Mois de la sensibilisation au psoriasis

Avec de la persévérance, les patients peuvent trouver le bon traitement

Pour la majorité des patients atteints de psoriasis, une maladie incurable du système immunautaire qui se caractérise par d’épaisses plaques rouges sur la peau, un rendez-vous chez le médecin et l’application d’une crème topique peuvent suffire pour régler le problème. Toutefois, pour 20 % des patients présentant un psoriasis modéré à grave, qui couvre parfois le corps entier, il faut du temps pour trouver le meilleur moyen d’atténuer ou d’éliminer les symptômes. Depuis 20 ans, Pedro Alves, maintenant âgé de 47 ans, essaie divers traitements pour contrôler son psoriasis.


Pedro Alves
 

« Tout a commencé quand j’avais 19 ans, explique-t-il. Une plaque grosse comme une pièce de 25 cents s’est formée sur mon cuir chevelu. Je ne savais pas ce que c’était, mais je ne m’en suis pas trop préoccupé. Quand des plaques se sont propagées sur mes bras, puis sur tout le reste de mon corps, j’ai commencé à me sentir gêné, parce qu’on me demandait souvent ce que c’était et si c’était contagieux. Je répondais que ça ne l’était pas, mais j’ai fini par trouver ça agaçant et je me suis mis à porter des manches longues pour les cacher. »

Malgré les plaques qu’il avait sur la peau, monsieur Alves ne s’est pas laissé abattre. Il a vu des dermatologues et essayé plusieurs crèmes, sans pour autant avoir un diagnostic précis ni obtenir des résultats satisfaisants. Il avait 28 ans quand il a consulté le dermatologue Wayne Carey à l’Hôpital Royal Victoria du Centre universitaire de santé McGill et découvert qu’il était atteint d’un psoriasis modéré à grave. 

« Le psoriasis peut être un problème invalidant et embarrassant. Il peut avoir des effets mentaux et affectifs importants sur les patients, explique le Dr Carey. Le psoriasis bénin, de petites plaques sur le cuir chevelu, peut se soigner à l’aide de crèmes topiques, mais les patients atteints d’un psoriasis modéré à grave tirent d’énormes avantages d’autres traitements, tels que les rayons ultraviolets, les médicaments par voie orale et les produits biologiques. »

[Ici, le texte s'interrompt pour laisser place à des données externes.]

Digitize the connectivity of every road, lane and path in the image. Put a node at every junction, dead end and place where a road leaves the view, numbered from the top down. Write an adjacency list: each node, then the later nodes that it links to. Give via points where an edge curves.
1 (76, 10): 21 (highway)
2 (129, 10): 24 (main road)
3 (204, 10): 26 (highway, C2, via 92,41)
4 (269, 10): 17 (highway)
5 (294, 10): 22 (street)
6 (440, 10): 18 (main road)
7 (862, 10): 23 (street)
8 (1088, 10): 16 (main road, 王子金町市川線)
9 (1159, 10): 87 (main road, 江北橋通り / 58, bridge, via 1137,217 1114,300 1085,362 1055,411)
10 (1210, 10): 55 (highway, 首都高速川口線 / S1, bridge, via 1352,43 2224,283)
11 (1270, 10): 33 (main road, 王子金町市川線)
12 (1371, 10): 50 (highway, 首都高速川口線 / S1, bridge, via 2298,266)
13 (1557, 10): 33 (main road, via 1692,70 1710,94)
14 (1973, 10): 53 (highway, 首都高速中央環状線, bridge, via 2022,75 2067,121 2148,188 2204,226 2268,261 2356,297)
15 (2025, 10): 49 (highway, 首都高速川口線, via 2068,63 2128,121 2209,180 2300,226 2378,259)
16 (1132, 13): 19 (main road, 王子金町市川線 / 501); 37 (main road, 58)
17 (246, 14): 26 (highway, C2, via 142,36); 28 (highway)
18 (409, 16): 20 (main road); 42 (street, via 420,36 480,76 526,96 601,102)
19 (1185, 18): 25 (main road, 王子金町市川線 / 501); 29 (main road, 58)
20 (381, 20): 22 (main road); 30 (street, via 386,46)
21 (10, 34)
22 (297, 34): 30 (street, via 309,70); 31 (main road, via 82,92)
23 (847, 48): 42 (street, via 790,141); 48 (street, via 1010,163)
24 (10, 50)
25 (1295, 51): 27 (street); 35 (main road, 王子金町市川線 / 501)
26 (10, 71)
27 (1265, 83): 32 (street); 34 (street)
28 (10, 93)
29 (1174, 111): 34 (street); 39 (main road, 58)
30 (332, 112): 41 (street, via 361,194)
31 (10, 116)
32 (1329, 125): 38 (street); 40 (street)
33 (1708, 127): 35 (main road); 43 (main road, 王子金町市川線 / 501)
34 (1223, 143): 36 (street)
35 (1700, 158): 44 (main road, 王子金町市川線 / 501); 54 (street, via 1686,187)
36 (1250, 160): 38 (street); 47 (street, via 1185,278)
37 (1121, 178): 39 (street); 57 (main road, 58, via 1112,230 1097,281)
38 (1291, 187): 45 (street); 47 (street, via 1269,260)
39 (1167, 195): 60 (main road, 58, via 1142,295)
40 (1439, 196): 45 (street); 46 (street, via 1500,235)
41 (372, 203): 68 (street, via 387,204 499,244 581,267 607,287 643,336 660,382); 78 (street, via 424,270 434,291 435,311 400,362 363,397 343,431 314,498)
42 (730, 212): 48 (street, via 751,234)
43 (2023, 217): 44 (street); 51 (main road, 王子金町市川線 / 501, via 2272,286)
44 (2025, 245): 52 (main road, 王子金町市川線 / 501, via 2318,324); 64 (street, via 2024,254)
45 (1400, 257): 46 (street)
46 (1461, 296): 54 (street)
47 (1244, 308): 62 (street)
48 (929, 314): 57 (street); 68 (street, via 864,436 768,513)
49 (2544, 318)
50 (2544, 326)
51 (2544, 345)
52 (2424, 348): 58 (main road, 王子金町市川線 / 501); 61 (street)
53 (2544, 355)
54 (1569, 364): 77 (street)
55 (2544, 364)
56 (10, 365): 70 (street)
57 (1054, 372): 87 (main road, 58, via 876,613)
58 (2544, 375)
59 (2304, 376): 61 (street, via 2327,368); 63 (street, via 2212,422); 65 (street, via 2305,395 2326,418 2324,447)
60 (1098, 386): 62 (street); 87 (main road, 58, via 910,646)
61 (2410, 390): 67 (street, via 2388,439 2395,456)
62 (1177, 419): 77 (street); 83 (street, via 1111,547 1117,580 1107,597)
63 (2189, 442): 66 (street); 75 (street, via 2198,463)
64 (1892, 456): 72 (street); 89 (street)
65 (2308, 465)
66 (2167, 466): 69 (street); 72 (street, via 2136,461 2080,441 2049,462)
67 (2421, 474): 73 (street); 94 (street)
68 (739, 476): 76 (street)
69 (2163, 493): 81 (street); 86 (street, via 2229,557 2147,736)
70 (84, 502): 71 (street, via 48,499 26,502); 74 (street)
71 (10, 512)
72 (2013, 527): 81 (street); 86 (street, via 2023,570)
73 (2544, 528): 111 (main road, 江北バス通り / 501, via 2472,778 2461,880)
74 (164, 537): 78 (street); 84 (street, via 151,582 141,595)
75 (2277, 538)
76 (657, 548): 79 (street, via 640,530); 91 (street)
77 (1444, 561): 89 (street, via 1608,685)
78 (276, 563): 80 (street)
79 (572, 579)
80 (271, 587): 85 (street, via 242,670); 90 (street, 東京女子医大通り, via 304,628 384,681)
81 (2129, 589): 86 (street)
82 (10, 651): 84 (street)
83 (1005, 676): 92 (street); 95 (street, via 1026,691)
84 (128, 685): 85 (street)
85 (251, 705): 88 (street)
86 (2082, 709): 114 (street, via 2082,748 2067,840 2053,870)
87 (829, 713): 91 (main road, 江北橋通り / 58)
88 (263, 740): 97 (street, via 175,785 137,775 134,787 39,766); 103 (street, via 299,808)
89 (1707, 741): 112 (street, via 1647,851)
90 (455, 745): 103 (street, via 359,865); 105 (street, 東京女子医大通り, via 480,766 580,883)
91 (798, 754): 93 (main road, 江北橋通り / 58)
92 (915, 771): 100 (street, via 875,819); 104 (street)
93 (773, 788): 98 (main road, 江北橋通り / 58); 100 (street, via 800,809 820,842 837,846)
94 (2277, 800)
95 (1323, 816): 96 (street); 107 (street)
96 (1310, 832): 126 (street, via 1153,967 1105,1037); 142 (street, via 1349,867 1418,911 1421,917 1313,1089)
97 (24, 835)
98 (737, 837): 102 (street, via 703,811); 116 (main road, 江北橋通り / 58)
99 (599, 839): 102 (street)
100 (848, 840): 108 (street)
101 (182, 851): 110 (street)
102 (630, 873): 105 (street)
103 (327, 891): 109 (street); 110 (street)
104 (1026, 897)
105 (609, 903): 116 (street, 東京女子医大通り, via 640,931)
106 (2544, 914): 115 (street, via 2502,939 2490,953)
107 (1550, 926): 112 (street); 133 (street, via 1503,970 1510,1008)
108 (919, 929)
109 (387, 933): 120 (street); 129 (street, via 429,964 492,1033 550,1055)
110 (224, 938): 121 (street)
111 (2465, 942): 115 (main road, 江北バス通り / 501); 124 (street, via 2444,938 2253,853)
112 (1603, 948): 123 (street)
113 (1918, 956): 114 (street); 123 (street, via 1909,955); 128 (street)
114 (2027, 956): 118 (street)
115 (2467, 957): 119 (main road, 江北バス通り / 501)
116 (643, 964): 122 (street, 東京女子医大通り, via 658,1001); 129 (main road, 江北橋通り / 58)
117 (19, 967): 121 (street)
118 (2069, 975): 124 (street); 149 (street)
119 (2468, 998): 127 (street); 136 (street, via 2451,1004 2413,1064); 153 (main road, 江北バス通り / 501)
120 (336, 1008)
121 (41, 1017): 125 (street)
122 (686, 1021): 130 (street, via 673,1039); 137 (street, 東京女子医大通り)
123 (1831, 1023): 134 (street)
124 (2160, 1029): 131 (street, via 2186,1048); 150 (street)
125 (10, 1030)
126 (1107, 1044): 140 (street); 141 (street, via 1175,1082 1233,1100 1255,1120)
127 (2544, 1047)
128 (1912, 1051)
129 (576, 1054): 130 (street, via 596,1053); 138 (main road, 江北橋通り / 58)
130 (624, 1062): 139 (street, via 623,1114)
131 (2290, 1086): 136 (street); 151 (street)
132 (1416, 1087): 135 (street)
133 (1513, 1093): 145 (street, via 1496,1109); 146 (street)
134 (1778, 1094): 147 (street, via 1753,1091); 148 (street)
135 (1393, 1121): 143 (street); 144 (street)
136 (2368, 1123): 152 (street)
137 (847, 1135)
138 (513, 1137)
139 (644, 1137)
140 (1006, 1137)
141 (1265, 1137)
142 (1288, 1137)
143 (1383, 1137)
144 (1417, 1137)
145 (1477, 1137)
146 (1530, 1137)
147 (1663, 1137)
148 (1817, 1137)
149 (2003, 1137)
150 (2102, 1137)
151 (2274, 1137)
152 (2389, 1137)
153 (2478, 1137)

Ces produits biologiques, des médicaments fabriqués à partir de cellules vivantes qui ciblent des secteurs précis du système immunitaire, bloquent certaines cellules et protéines essentielles pour la formation du psoriasis. Généralement administrés par injection ou par voie intraveineuse, ils contrôlent la maladie assez rapidement. Ces traitements ont l’inconvénient de coûter très cher. En effet, ils peuvent atteindre 25 000 $ par année. Pour être admissibles à ces produits par l’entremise du régime public d’assurance-médicaments du Québec ou d’un régime d’assurance privé, les patients doivent avoir essayé d’autres médicaments sans succès ou souffert d’importants effets secondaires. Certains patients participent à des essais cliniques de longue durée pour avoir accès aux produits biologiques gratuitement.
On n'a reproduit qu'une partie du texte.